Кислота Киньяра
Киньяр размывает границы между экфрасисами, разбросанными по «Террасе в Риме», и общим романным повествованием. Биография вымышленного гравера и описания его гравюр не отделены друг от друга. Нет ни специальных маркеров, ни кавычек, ни явных рамок.
Сверхкраткая глава XIII, впрочем, начинается с уведомления: «Гравюра Мари Эдель сухой иглой». Но глаз читателя это уведомление проскакивает. Глаз уже расфокусирован. В первой главе Киньяр предупредил нас: «…люди живут в пространстве, подобно фигурам на фресках».
Минускул (minuscule) — не только обычное французское прилагательное, которое не раз встречается в «Террасе в Риме», но и название популярного шрифта. В этом крошечном романе всё кажется миниатюрным и походит на буквы минускульного шрифта. Зазор между фигурами и их отображениями у Киньяра минимальна.
Что за женщина сидит под деревом в тринадцатой главе? Реальная Мари Адель, изображенная Киньяром, или Мари Адель, изображенная Моумом, изображенным Киньяром? Нацарапан ли персонаж, действует ли он в романе, является ли он реальным историческим лицом — это вопросы без ответа.
Киньяр усложняет мерцающую иерархию репрезентаций частыми отсылками к репрезентациям внешним, реальным или мнимым. В тринадцатой главе — к картине Рембрандта «Хендрикье, входящая в реку». Картина пересказана всего двумя фразами: “Elle a remonté sa robe sur ses deux genoux. Il voit le reflet de ses cuisses blanches dans l’eau étale sous elle”.
Точнее, первой из этих двух фраз: у Рембрандта никакого наблюдателя нет. Есть ли он на гравюре Моума, тоже вопрос, — но наблюдатель точно есть в киньяровском описании гравюры.
Нарочито примитивный киньяровский синтаксис не упрощает, а усложняет роман. Игра отражений усложняет его же больше. Ноги Мари Адель отражаются в воде. Вода (точнее, la lumière de l’eau) отражается в глазах гравера. Гравер отражается в своей гравюре.
Какой во всем этом смысл? Или это всего лишь игра?
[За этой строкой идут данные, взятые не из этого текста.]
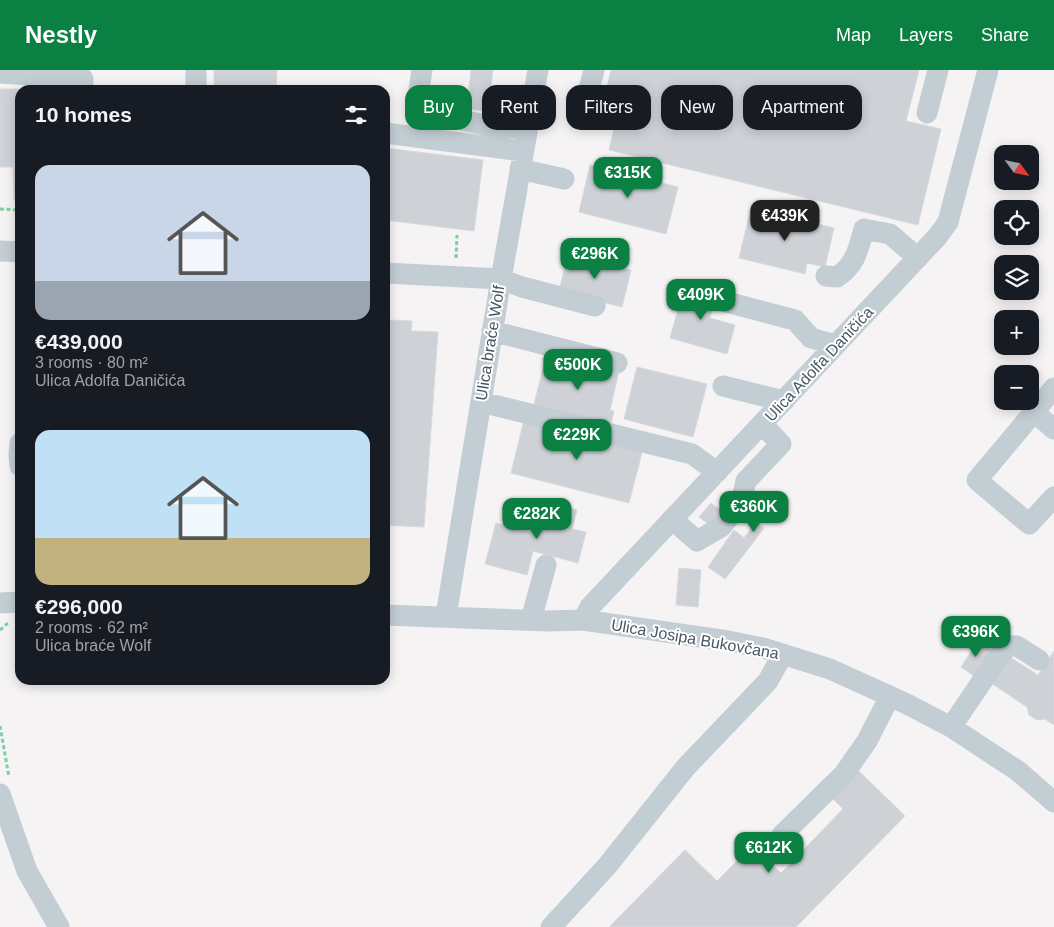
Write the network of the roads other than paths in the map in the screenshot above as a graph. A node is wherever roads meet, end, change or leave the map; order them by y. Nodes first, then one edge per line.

Вспомним, что отсылающая к (цветной) картине Рембрандта (монохромная) гравюра выполнена «сухой иглой». Это неслучайная деталь. Для разных сюжетов Моэм использовал разные техники. Сухой иглой выполнены, как выражается французский писатель, лишь «светозарные» творения. На них — только счастливые сцены, люди в минуты умиротворения, чаще — женщины (к примеру, гравюра с фиванской принцессой Антиопой, соблазнённой Зевсом).
И, как минимум, на двух таких гравюрах, кроме Мари Адель, неявно присутствует и сам Моэм. Один раз он «за кадром», другой раз — спиной к зрителю. Обе гравюры так или иначе о любви. И выполнены не «черной манерой», без применения кислоты.
Кислоты, которая уничтожила (вместе с лицом) первую и последнюю любовь самого Моэма.